Sunday, 5 May 2013

Perennial or Life-long?

It is possible I may have mentioned previously that I have the National Collection of weeds.

This is not an overstatement, maybe just a slight exaggeration, but in essence it is horribly true.

In past weeks I have fought and won the battle with some of the aforementioned, but, when it comes to the perennial type  a whole different strategy is needed.

It has always been my aim to garden organically, that is, without chemical aid wherever possible, but having won some of the small skirmishes I now find I am in the middle of a full-scale war with the daily encroaching army of brambles, elders, ground-elder, herb Robert, hairy bittercress, cleaver and worst of all, DDDandelions.

You have probably seen the ad' on TV which shows someone spraying one of the 'yellow perils' with a hand-held spray, upon which it apparently 'dies', only to jump up a few feet away, thumbing its nose and laughing its horrible little head off.

This year's display rivals anything I've ever seen before, and every patch of grape hyacinth, or hellebores, or daff's, has a blaze of custard yellow beasts wending its way between, over, around and throughout them.

Every day I pull off their heads quite ruthlessly, and every bud I can see, to no avail.  Next day another dozen are blazing away in all their fierce yellowness.

Most of them have roots which  are tangled with things I want to keep so I am restricted to trying to dig out only those which are foolish enough to stand alone.

This in itself demands Herculean strength, since the long, long tap roots appear to be aiming for Australia, and it is necessary to use a pick and wear a Davy Lamp on my head to get at them.

Having dug one out successfully, I then sting myself (did I mention nettles?) and have to put gloves on for the rest of the battle.

I've tried swearing at them, but they just put their leaves over their heads and sing loudly.

It's beginning to look as though I will just have to stay indoors and sulk till the season is over.

Did I mention, I hate yellow?


  1. As one who's spent a good half hour this scrambling round the front lawn trying to subdue the little so and sos and who has worn-down finger nails to prove it, you have my utmost sympathy, Ray!

    1. Sympathy duly noted and appreciated Greenpatches.
      Pity it doesn't kill weeds.

  2. my grandfather had a neat little trowel thing he used to cut the dandelion root below never fought the dandelion fight!

    I was going to suggest dandelion wine or dandelion greens in a salad...I think perhaps though, it's best to hold my tongue :)

    regret your nettle bite :(

    1. Indeed Theanne. There are times when it's best to hold one's tongue.
      I'm surprised you didn't mention nettle beer.

  3. I use boiling water on weeds and it works well, of course, it depends on how many you have but each time I have some left over from a cuppa it goes on some weeds.

  4. And my dad used to put salt on them Susan, but it would need a salt mine, or, alternatively, a wine vat for the boiling water.

  5. I do sympathise, Ray, as our yard and back garden is starred all over with the blighters and we get even more in the grass in France.

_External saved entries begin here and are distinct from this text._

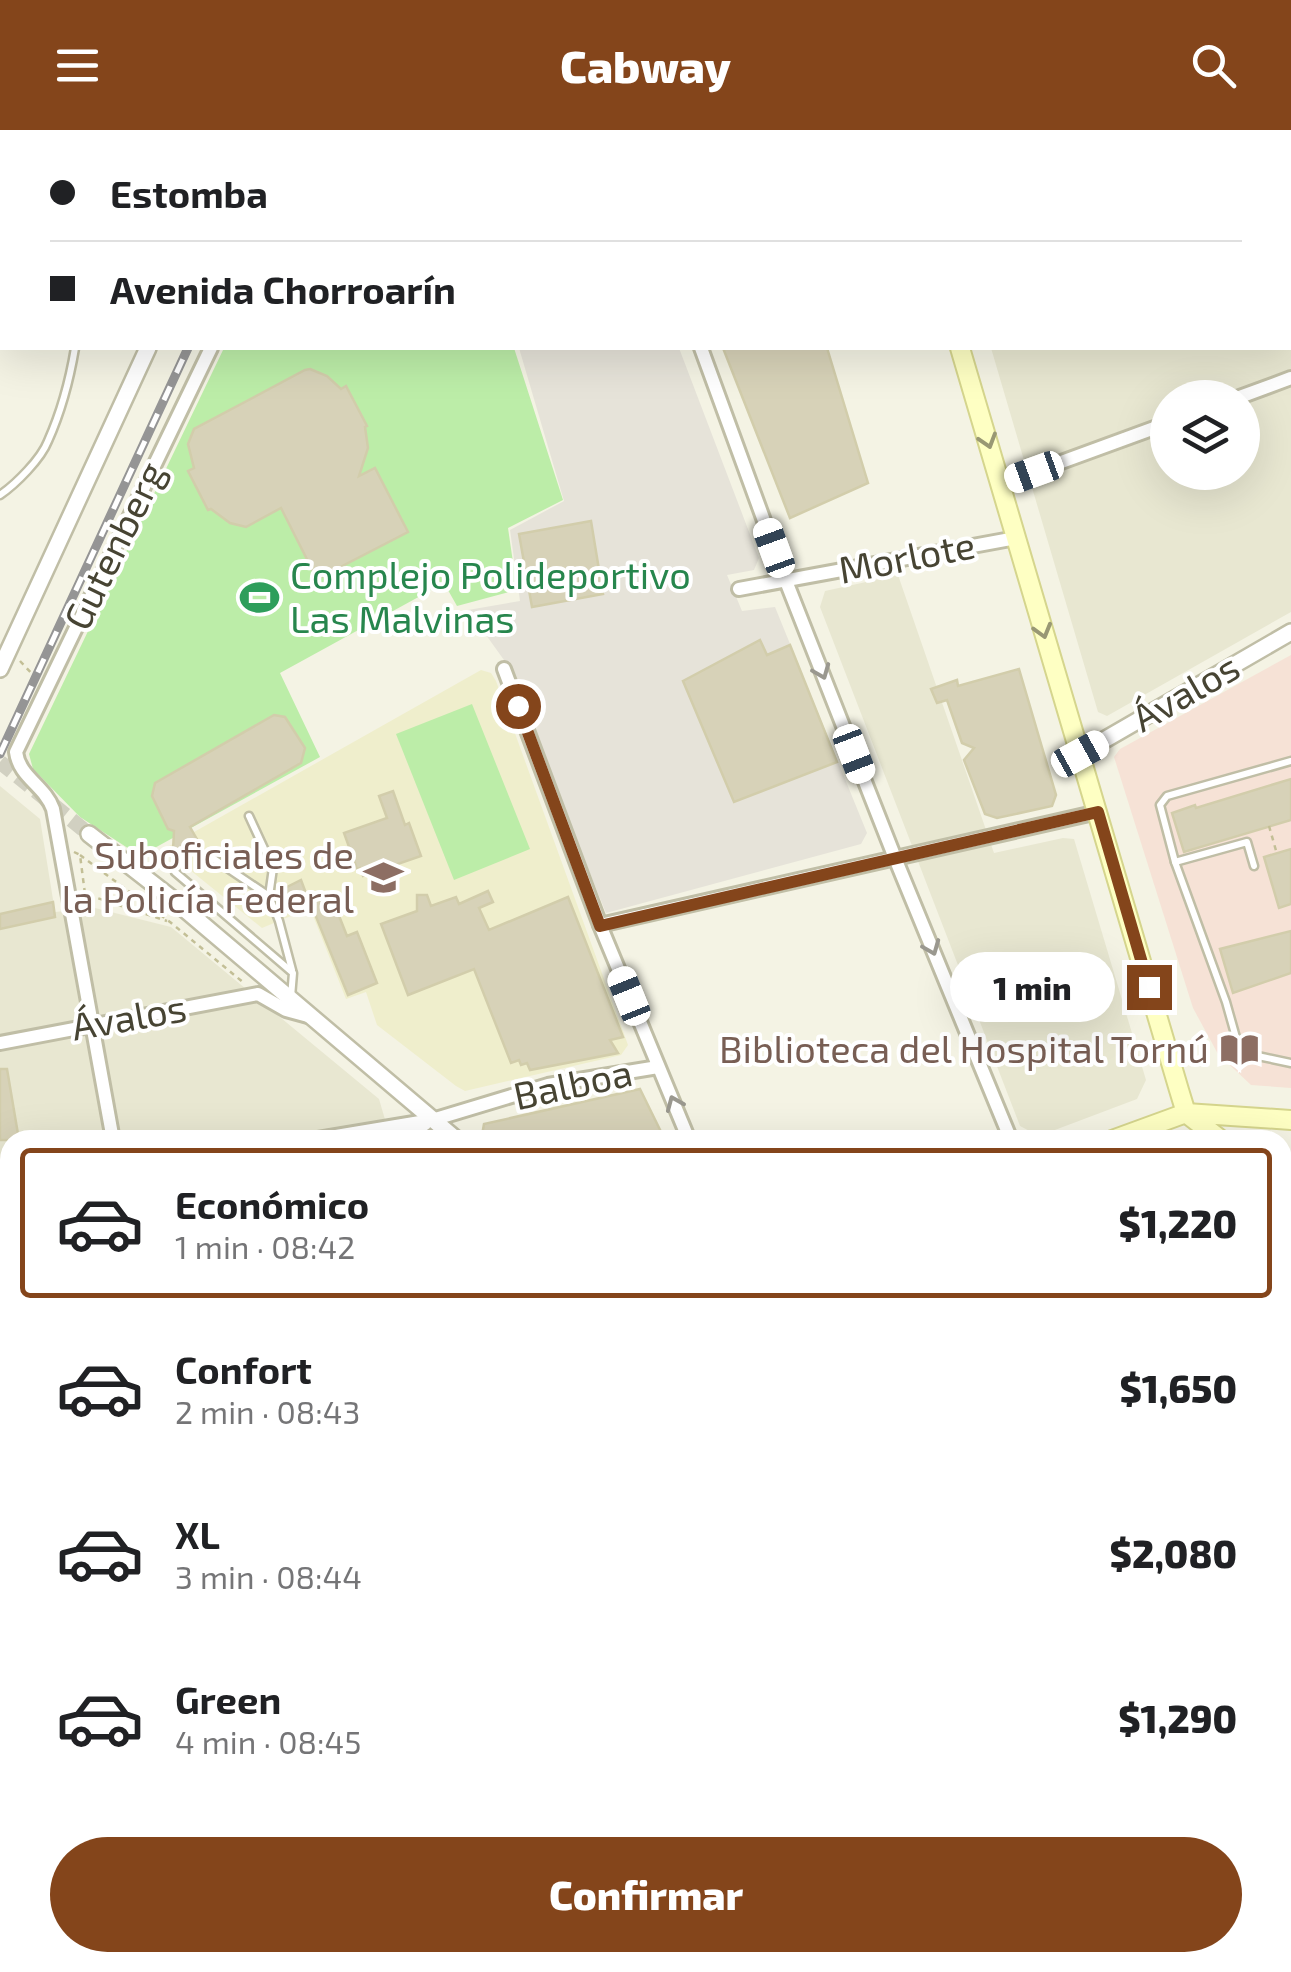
<!DOCTYPE html>
<html lang="es">
<head>
<meta charset="utf-8">
<style>
  :root { --surface:#fff; --page:#f2f2f2; --text:#202124; --muted:#757577; --line:#e0e0e0; --accent:#84451b }
  body { margin:0; font-family:"Exo 2",sans-serif; background:var(--page); color:var(--text); height:100vh; display:flex; flex-direction:column; font-size:38px; white-space:nowrap }
  * { box-sizing:border-box; margin:0 }
  p { font-size:32px; color:var(--muted) }
  .icon { flex:none; width:55px; height:55px; fill:none; stroke:currentColor; stroke-width:2; stroke-linecap:round; stroke-linejoin:round }
  .map { position:relative; flex:1; overflow:hidden }
  .sheet { position:absolute; left:0px; top:1000px; width:1292px; height:842px; display:flex; flex-direction:column; background:var(--surface); border-radius:30px 30px 0 0; box-shadow:0 10px 40px #0002 }
  .sheet>* { flex:none }
  .top-card { position:absolute; left:0px; top:0px; width:1292px; height:220px; box-shadow:0 10px 40px #0002; display:grid; align-content:center; height:220px; padding:0 50px; background:var(--surface) }
  .fabs { position:absolute; left:1150px; top:250px; display:grid; gap:20px }
  .fabs a { display:grid; place-items:center; width:110px; height:110px; border-radius:50%; background:var(--surface); box-shadow:0 10px 40px #0002; font-size:50px }
  .end { position:absolute; width:45px; height:45px; margin:-22px; border:12px solid #84451b; background:#fff; box-shadow:0 0 0 5px #fff }
  .from { border-radius:50% }
  .bubble { position:absolute; height:70px; border-radius:35px; background:var(--surface); box-shadow:0 10px 40px #0002; font-size:32px; font-weight:800; line-height:70px; text-align:center }
  .car { position:absolute; width:30px; height:60px; margin:-30px -15px; border-radius:12px; box-shadow:0 0 8px 2px #0007; background:linear-gradient(#fff 24%,#345 0 40%,#fff 0 76%,#345 0 86%,#fff 0) }
  .top-card b { display:flex; align-items:center; gap:35px; height:95px; font-size:38px }
  .top-card b+b { border-top:2px solid var(--line) }
  .top-card i { width:25px; height:25px; background:var(--text) }
  ul { padding:18px 0 0; list-style:none }
  li { display:flex; align-items:center; gap:30px; height:150px; margin:0 20px 15px; padding:0 30px; border:5px solid transparent; border-radius:10px }
  li div { flex:1 }
  li b { display:block; font-size:38px }
  li em { font-style:normal; font-weight:800 }
  li.current { border-color:var(--accent) }
  li>.icon { width:90px; height:90px; stroke-width:1.5 }
  .cta { display:flex; gap:20px; margin-top:auto; padding:20px 50px }
  .cta a { flex:1; height:115px; border-radius:60px; background:var(--accent); color:#fff; font-size:40px; font-weight:800; line-height:115px; text-align:center }
  header { display:flex; justify-content:space-between; align-items:center; height:130px; padding:0 50px; background:var(--accent); color:#fff; font-size:45px; font-weight:800 }
  .map>svg:first-child { display:block }
  .residential { fill:#e8e7d1; fill-rule:evenodd }
  .industrial { fill:#e6e3d9 }
  .education { fill:#efeecc }
  .medical { fill:#f6e2d6 }
  .green { fill:#bceda8 }
  .building { fill:#d7d2b8; stroke:#d2cdab; stroke-width:2.5 }
  .lines { fill:none; stroke-linecap:round; stroke-linejoin:round }
  .tertiary-tunnel { stroke:#d1d0c1; stroke-width:15; stroke-dasharray:15 8; stroke-linecap:butt }
  .service-casing { stroke:#c0bea6; stroke-width:11 }
  .minor-casing { stroke:#c0bea6; stroke-width:18 }
  .tertiary-casing { stroke:#c0bea6; stroke-width:20 }
  .secondary-casing { stroke:#d5d58d; stroke-width:22 }
  .path { stroke:#c3bf96; stroke-width:2.5; stroke-dasharray:5 5; stroke-linecap:butt }
  .service { stroke:#fff; stroke-width:6 }
  .minor { stroke:#fff; stroke-width:12 }
  .tertiary { stroke:#fff; stroke-width:15 }
  .secondary { stroke:#feffc3; stroke-width:18 }
  .rail-casing { stroke:#959595; stroke-width:9 }
  .rail { stroke:#fff; stroke-width:5; stroke-dasharray:15; stroke-linecap:butt }
  .oneway { stroke:#999874 }
  .oneway2 { stroke:#9a988f }
  .route { stroke:#84451b; stroke-width:12 }
  .labels { text-anchor:middle; stroke-width:8; stroke-linejoin:round; paint-order:stroke }
  .street-label { font-size:38px; fill:#474433; stroke:#fff }
  .leisure-label { font-size:38px; fill:#27864d; stroke:#fff; text-anchor:start }
  .education-label { font-size:38px; fill:#785e54; stroke:#fff; text-anchor:end }
</style>
</head>
<body>
<header><svg class="icon" aria-label="menu" viewBox="0 0 24 24"><path d="M4 6h16M4 12h16M4 18h16"/></svg>Cabway<svg class="icon" aria-label="search" viewBox="0 0 24 24"><circle cx="10" cy="10" r="6"/><path d="M15 15l6 6"/></svg></header>
<div class="map">
<svg width="1291" height="1842" viewBox="0 0 1291 1842">
  <rect width="100%" height="100%" fill="#f4f3e4"/>
  <g class="residential">
    <path d="M927,0H1291V482L1107,586L1098,582L991,218H1290V2H928ZM1168,268H1242V342H1168Z"/>
    <polygon points="898,445 994,723 1063,708 1074,709 1146,950 1137,969 1039,1006 1020,996 820,477 825,461"/>
    <polygon points="0,656 40,689 55,782 95,778 171,797 379,969 391,1010 10,1010 10,1121 0,1095"/>
    <polygon points="0,1164 10,1190 10,1362 0,1365"/>
    <polygon points="1291,1601 1291,1842 695,1842 718,1832 1282,1832 1282,1604"/>
    <polygon points="664,1832 669,1842 338,1842 334,1833"/>
  </g>
  <g class="industrial">
    <polygon points="518,0 864,0 865,2 519,2"/>
    <polygon points="519,218 679,218 759,428 754,440 727,445 742,481 775,477 867,703 861,714 606,783 504,530 468,480 520,471 510,400 564,371"/>
  </g>
  <polygon class="education" points="481,540 491,543 496,551 628,915 621,925 465,961 456,956 377,895 366,862 346,869 310,778 262,798 164,719"/>
  <polygon class="medical" points="1291,525 1291,958 1251,955 1218,924 1193,878 1114,627 1120,619"/>
  <g class="green">
    <polygon points="224,218 514,218 563,370 508,398 517,460 457,476 444,453 280,543 320,627 140,726 80,687 33,639 29,624"/>
    <polygon points="472,574 530,719 454,750 396,604"/>
    <polygon points="10,1457 10,1832 199,1832 203,1842 0,1842 0,1461"/>
  </g>
  <g class="building">
    <polygon points="723,218 827,218 868,353 790,388"/>
    <polygon points="310,239 327,246 341,259 346,256 367,296 365,297 368,318 359,346 375,338 408,402 317,449 281,378 246,397 230,393 211,379 208,380 188,341 194,338 188,314 194,299 305,240"/>
    <polygon points="591,391 603,464 532,477 519,404"/>
    <polygon points="760,510 767,525 790,515 837,632 734,672 683,551"/>
    <polygon points="1019,539 1056,665 1052,676 997,688 985,684 964,630 974,618 962,613 947,570 937,573 931,559 957,550 958,556"/>
    <polygon points="274,585 285,587 305,618 301,633 190,697 202,718 184,730 173,720 174,701 168,699 152,666 155,653"/>
    <polygon points="1291,649 1291,690 1184,722 1172,683 1195,675 1196,678"/>
    <polygon points="393,661 405,695 409,693 421,726 363,746 360,738 357,739 344,703 387,688 379,666"/>
    <polygon points="1291,719 1291,774 1279,778 1264,727"/>
    <polygon points="301,750 310,774 293,782 283,759"/>
    <polygon points="488,761 493,772 479,778 489,800 568,767 623,907 610,910 618,923 530,940 527,933 521,935 519,930 511,933 474,839 408,865 381,794 417,781 417,765 427,765 431,776 456,767 459,774"/>
    <polygon points="330,763 347,806 357,802 377,853 348,865 310,772"/>
    <polygon points="53,772 55,787 0,799 0,784"/>
    <polygon points="1291,801 1291,843 1233,863 1220,819"/>
    <polygon points="0,939 7,939 19,1010 0,1010"/>
    <polygon points="640,959 665,1010 488,1010 482,1005 484,994"/>
  </g>
  <g class="lines">
    <polyline class="tertiary-tunnel" points="0,632 89,704"/>
    <defs>
      <g id="service">
        <polyline points="851,0 852,2"/>
        <path d="M0,365C16,354 41,329 48,311C61,282 70,248 75,218"/>
        <polyline points="249,686 273,738 269,766 279,791 292,840"/>
        <polyline points="208,725 269,766"/>
        <polyline points="1175,732 1226,872 1237,911 1253,925 1291,933"/>
        <polyline points="1254,736 1247,712 1175,732 1160,675 1167,666 1291,631"/>
        <polyline points="175,742 293,843 291,867"/>
      </g>
      <g id="minor">
        <polyline points="494,0 495,2"/>
        <polyline points="315,2 316,0"/>
        <polyline points="1290,15 1291,15"/>
        <polyline points="701,218 786,451 895,728 1011,1010"/>
        <polyline points="1237,268 1291,248"/>
        <polyline points="1001,354 1168,293"/>
        <polyline points="739,459 1016,408"/>
        <polyline points="504,539 600,795 689,1010"/>
        <polyline points="600,795 1098,682"/>
        <polyline points="0,913 258,864 286,880 308,886"/>
        <path d="M113,1010L53,679C45,656 19,647 16,622L211,218"/>
        <polyline points="312,1010 432,990 548,955 658,937"/>
        <polyline points="410,1010 413,1001 425,994"/>
        <polyline points="0,1212 8,1210"/>
        <polyline points="1282,1260 1291,1256"/>
        <polyline points="1282,1585 1291,1582"/>
        <polyline points="1282,1700 1291,1722"/>
        <polyline points="310,1832 313,1842"/>
        <polyline points="693,1832 696,1842"/>
        <polyline points="1015,1832 1018,1842"/>
        <polyline points="1150,1832 1154,1842"/>
        <polyline points="629,1842 652,1832"/>
      </g>
      <g id="tertiary">
        <polyline points="1235,0 1235,2"/>
        <polyline points="248,2 249,0"/>
        <polyline points="1290,187 1291,190"/>
        <polyline points="0,539 148,218"/>
        <polyline points="1080,624 1291,502"/>
        <polyline points="89,704 175,771 457,1010"/>
      </g>
      <g id="secondary">
        <polyline points="895,0 896,2"/>
        <polyline points="960,218 1179,960 1186,983 1221,1010"/>
        <polyline points="1112,1010 1186,983 1291,990"/>
        <polyline points="1282,1060 1291,1061"/>
        <polyline points="1282,1087 1291,1098"/>
        <polyline points="0,1389 10,1386"/>
        <polyline points="0,1422 10,1418"/>
        <polyline points="0,1443 10,1440"/>
        <polyline points="231,1832 235,1842"/>
      </g>
    </defs>
    <use href="#service" class="service-casing"/>
    <use href="#minor" class="minor-casing"/>
    <use href="#tertiary" class="tertiary-casing"/>
    <use href="#secondary" class="secondary-casing"/>
    <g class="path">
      <polyline points="20,531 35,547"/>
      <polyline points="1269,696 1277,724"/>
      <polyline points="74,722 80,725 85,764 167,791"/>
      <polyline points="80,725 170,792 244,853"/>
      <polyline points="136,1832 140,1842"/>
      <polyline points="202,1832 206,1842"/>
    </g>
    <use href="#service" class="service"/>
    <use href="#minor" class="minor"/>
    <use href="#tertiary" class="tertiary"/>
    <use href="#secondary" class="secondary"/>
    <defs>
      <g id="rail">
        <polyline points="289,2 290,0"/>
        <polyline points="0,624 188,218"/>
        <polyline points="0,1121 10,1149"/>
        <polyline points="0,1148 10,1175"/>
        <polyline points="269,1832 273,1842"/>
        <polyline points="288,1832 292,1842"/>
      </g>
    </defs>
    <use href="#rail" class="rail-casing"/>
    <use href="#rail" class="rail"/>
  </g>
  <defs><path id="oneway-chevron" d="M-2-3.5L2.5 0L-2 3.5" fill="none" stroke-width="1.6" stroke-linecap="round" stroke-linejoin="round" transform="scale(2.5)"/></defs>
  <g class="oneway">
    <use href="#oneway-chevron" transform="translate(988 311) rotate(73)"/>
    <use href="#oneway-chevron" transform="translate(1043 501) rotate(74)"/>
  </g>
  <g class="oneway2">
    <use href="#oneway-chevron" transform="translate(822 542) rotate(68)"/>
    <use href="#oneway-chevron" transform="translate(932 818) rotate(68)"/>
    <use href="#oneway-chevron" transform="translate(674 973) rotate(-113)"/>
  </g>
  <g class="lines">
    <polyline class="route" points="518,576 600,796 1098,682 1149,857"/>
  </g>
  <defs>
    <symbol id="stadium-bare" viewBox="-9 -9 18 18"><path d="M0-5a6.5 5 0 1 0 0 10a6.5 5 0 1 0 0-10ZM-3.5-1.8h7v3.6h-7Z" fill="#2e9e5b" stroke="#fff" stroke-width="2.5" paint-order="stroke"/></symbol>
    <symbol id="university-bare" viewBox="-9 -9 18 18"><path d="M0-5L7-2L0 1L-7-2ZM-4 1L0 2.5L4 1V4Q0 6-4 4Z" fill="#8d6e63" stroke="#fff" stroke-width="2.5" paint-order="stroke"/></symbol>
    <symbol id="library-bare" viewBox="-9 -9 18 18"><path d="M-6-4Q-3-5.5-.7-3.5V5Q-3 3-6 4ZM6-4Q3-5.5 .7-3.5V5Q3 3 6 4Z" fill="#8d6e63" stroke="#fff" stroke-width="2.5" paint-order="stroke"/></symbol>
  </defs>
  <g fill-rule="evenodd">
    <use href="#stadium-bare" x="232" y="440" width="55" height="55"/>
    <use href="#university-bare" x="356" y="720" width="55" height="55"/>
    <use href="#library-bare" x="1212" y="892" width="55" height="55"/>
  </g>
  <g class="labels">
    <g class="street-label">
      <text transform="translate(115 416) rotate(-64)" y="13">Gutenberg</text>
      <text transform="translate(907 428) rotate(-11)" y="13">Morlote</text>
      <text transform="translate(1186 563) rotate(-30)" y="13">Ávalos</text>
      <text transform="translate(129 888) rotate(-10)" y="13">Ávalos</text>
      <text transform="translate(573 955) rotate(-12)" y="13">Balboa</text>
    </g>
    <g class="leisure-label">
      <text x="290" y="459">Complejo Polideportivo<tspan x="290" dy="44">Las Malvinas</tspan></text>
    </g>
    <g class="education-label">
      <text x="354" y="739">Suboficiales de<tspan x="354" dy="44">la Policía Federal</tspan></text>
      <text x="1209" y="933">Biblioteca del Hospital Tornú</text>
    </g>
  </g>
</svg>
<div class="fabs">
<a><svg class="icon" aria-label="layers" viewBox="0 0 24 24"><path d="M12 4l9 5-9 5-9-5zM3 14l9 5 9-5"/></svg></a>
</div>
<i class="end from" style="left:518px;top:576px"></i>
<i class="end" style="left:1149px;top:857px"></i>
<div class="bubble" style="left:950px;top:822px;width:165px">1 min</div>
<i class="car" style="left:1034px;top:342px;rotate:250deg"></i>
<i class="car" style="left:774px;top:418px;rotate:340deg"></i>
<i class="car" style="left:854px;top:624px;rotate:159deg"></i>
<i class="car" style="left:1080px;top:624px;rotate:61deg"></i>
<i class="car" style="left:629px;top:866px;rotate:338deg"></i>
<div class="top-card">
<b><i class="from"></i>Estomba</b>
<b><i></i>Avenida Chorroarín</b>
</div>
<section class="sheet">
<ul>
<li class="current"><svg class="icon" aria-label="car" viewBox="0 0 24 24"><path d="M5 17H2v-5l4-1 3-4h7l3 4 3 1v5h-3M9 17h6M6 11h13"/><circle cx="7" cy="17" r="2"/><circle cx="17" cy="17" r="2"/></svg><div><b>Económico</b><p>1 min · 08:42</p></div><em>$1,220</em></li>
<li><svg class="icon" aria-label="car" viewBox="0 0 24 24"><path d="M5 17H2v-5l4-1 3-4h7l3 4 3 1v5h-3M9 17h6M6 11h13"/><circle cx="7" cy="17" r="2"/><circle cx="17" cy="17" r="2"/></svg><div><b>Confort</b><p>2 min · 08:43</p></div><em>$1,650</em></li>
<li><svg class="icon" aria-label="car" viewBox="0 0 24 24"><path d="M5 17H2v-5l4-1 3-4h7l3 4 3 1v5h-3M9 17h6M6 11h13"/><circle cx="7" cy="17" r="2"/><circle cx="17" cy="17" r="2"/></svg><div><b>XL</b><p>3 min · 08:44</p></div><em>$2,080</em></li>
<li><svg class="icon" aria-label="car" viewBox="0 0 24 24"><path d="M5 17H2v-5l4-1 3-4h7l3 4 3 1v5h-3M9 17h6M6 11h13"/><circle cx="7" cy="17" r="2"/><circle cx="17" cy="17" r="2"/></svg><div><b>Green</b><p>4 min · 08:45</p></div><em>$1,290</em></li>
</ul>
<div class="cta"><a>Confirmar</a></div>
</section>
</div>
</body>
</html>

I cull the heads with the best of them, but as you say, they just sneer at you and grow another.

    While very much appreciating your wish to garden organically, would you feel quite so opposed to chemicals if they didn't affect the soil and other plants? I'm thinking of the new gel herbicides, which you only have to apply to a single leaf and where there is no spray to travel. Just a thought....

  6. Hmmm. Not sure Perpetua. but will give it some thought.
    The only other alternatives as I see it are, 1. a flame thrower, or 2. Moving House.

    1. Hubbie has a flame thrower but it is lethal...... very scary. There used to be a spot-on weedkiller that was very good. It has probably been banned.

  7. I think the spot on weedkiller is the same thing mentioned by Perpetua. Will probably give it a try.

  8. Ray....sorry but I love dandelions. Brave little souls, battling and succeeding against all the odds!
    I admit though that my garden is not of the civilized's still more field than garden but I loved the dandelions and daisies scattered around until David cut the grass this week.....I look forward to their return. And don't forget their diuretic properties....useful at have you tried dandelion wine? (ducks hastily).

  9. You may well duck Jean.
    If you really love dandelions that much you may come and dig up (or try to) every single one of mine.
    In fact, I'd pay you to do so.
    As for their diuretic properties !!!! I'm speechless.
    The last thing in the world I need is diuretics.
    You can go off people you know.

  10. If you lived a little closer I'd be happy to come and dig!

  11. If you lived a little closer I'd be happy to watch.